Le gouvernement annonce que la totalité des départements ont déposé au moins un dossier. Mais si l’on regarde la liste des 150 premiers lauréats, il apparaît que certains départements sont nettement ont nettement plus de lauréats que d’autres. La Seine-Saint-Denis ou le Val-de-Marne n'ont aucun lauréat pour l'instant, le Jura, le Doubs, l’Ain, l’Oise, l’Eure, la Vienne ou encore le Gers n’ont qu’un seul dossier parmi les 150 premiers. La Seine-Maritime et la Savoie, en revanche, en comptent cinq, La Réunion, sept. La palme du département où le plus grand nombre de dossiers a été retenu revient à la Drôme, qui compte 11 lauréats à elle seule (10 projets de rénovation énergétique des bâtiments et une rénovation de l’éclairage public).
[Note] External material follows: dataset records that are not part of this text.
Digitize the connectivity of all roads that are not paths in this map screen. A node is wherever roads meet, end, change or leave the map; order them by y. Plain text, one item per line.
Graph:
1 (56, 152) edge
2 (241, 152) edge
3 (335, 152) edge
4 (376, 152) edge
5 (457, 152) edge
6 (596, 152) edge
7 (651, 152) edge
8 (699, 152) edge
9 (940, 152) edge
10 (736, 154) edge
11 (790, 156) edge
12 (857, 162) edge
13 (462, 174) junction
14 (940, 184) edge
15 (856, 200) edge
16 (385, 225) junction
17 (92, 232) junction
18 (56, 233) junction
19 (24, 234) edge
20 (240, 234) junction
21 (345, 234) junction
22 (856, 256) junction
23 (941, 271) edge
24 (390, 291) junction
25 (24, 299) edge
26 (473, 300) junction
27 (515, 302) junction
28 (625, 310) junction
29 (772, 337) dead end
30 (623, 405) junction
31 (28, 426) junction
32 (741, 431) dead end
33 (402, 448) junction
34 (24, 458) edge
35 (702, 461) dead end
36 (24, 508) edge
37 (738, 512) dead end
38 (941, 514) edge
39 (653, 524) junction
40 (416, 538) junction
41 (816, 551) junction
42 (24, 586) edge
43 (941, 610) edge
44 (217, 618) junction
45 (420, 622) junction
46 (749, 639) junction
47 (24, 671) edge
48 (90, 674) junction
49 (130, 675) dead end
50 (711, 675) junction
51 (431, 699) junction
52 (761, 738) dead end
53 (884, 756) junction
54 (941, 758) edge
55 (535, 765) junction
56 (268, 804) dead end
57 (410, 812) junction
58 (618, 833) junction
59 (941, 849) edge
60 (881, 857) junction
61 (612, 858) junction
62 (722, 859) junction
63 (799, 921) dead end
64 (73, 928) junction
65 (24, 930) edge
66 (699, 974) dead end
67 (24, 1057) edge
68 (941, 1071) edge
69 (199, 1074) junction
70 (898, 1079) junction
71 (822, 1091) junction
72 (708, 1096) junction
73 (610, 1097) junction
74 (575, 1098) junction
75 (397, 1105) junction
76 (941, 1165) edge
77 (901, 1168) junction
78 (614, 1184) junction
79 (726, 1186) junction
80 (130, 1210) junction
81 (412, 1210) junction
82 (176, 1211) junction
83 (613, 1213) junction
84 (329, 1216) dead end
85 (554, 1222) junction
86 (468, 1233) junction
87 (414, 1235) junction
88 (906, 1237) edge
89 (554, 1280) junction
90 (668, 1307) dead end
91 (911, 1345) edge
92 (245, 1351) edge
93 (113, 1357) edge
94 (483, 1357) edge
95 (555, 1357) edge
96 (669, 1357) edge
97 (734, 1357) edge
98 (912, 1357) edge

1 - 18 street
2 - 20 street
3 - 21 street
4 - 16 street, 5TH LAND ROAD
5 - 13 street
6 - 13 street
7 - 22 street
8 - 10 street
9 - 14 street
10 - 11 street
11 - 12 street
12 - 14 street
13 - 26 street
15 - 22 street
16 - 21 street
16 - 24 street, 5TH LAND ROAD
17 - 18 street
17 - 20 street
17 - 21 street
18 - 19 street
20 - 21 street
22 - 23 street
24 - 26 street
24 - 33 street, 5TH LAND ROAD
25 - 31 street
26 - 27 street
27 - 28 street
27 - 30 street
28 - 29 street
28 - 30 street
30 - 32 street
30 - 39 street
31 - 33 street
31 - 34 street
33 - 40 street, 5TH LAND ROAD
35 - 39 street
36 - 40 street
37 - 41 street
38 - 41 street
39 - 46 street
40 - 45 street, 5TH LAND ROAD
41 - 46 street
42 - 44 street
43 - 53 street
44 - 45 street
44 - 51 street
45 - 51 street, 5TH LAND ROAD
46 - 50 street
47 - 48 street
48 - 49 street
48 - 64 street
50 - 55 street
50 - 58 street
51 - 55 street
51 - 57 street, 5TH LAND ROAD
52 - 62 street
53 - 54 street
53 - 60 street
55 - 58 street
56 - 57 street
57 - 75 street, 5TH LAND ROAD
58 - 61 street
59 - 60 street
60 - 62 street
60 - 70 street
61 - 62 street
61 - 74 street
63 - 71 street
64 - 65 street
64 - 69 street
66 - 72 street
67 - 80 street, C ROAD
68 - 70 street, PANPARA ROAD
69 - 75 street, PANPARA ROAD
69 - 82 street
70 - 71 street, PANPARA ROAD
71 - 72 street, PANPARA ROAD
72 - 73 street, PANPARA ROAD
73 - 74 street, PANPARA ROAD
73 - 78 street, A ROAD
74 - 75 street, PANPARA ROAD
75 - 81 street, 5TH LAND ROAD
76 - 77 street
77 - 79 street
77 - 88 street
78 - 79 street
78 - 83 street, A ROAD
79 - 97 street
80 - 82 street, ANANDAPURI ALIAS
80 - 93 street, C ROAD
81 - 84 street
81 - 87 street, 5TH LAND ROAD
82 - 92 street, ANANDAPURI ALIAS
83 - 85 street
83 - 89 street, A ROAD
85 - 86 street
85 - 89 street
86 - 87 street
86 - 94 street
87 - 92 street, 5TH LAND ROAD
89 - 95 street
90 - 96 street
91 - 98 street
Parmi ces premiers lauréats, le montant des subventions est extrêmement variable, allant de 5 601 euros pour la rénovation de l’éclairage public dans la commune de Mouzay (37) à 2,5 millions d’euros pour la création d’un écoquartier à Fort-de-France (Martinique).
« Projets phares »
Pour montrer que le Fonds vert ne se résume pas à subventionner la rénovation thermique des bâtiments et l’éclairage public, le dossier de presse du gouvernement met en avant une quinzaine de « projets phares », montrant la diversité des dossiers subventionnables : recyclage de friches pour la communauté d’agglomération Seine-Eure, renaturation de ville à Saint-Denis (La Réunion), adaptation au recul du trait de côte à Sète (Hérault), prévention des inondations dans le Var – ce dernier projet étant porté non par une commune ou une intercommunalité mais par un syndicat mixte.
Le ministre Christophe Béchu s’est dit hier « impressionné » par le succès du Fonds vert, qu’il attribue en grande partie à la « simplicité » du dispositif, qui ne repose pas, pour une fois, sur un appel à projets. La Première ministre, Élisabeth Borne, à quant à elle salué « la qualité et la variété des dossiers, (…) qui témoignent d’une ambition écologique profondément ancrée dans nos territoires ».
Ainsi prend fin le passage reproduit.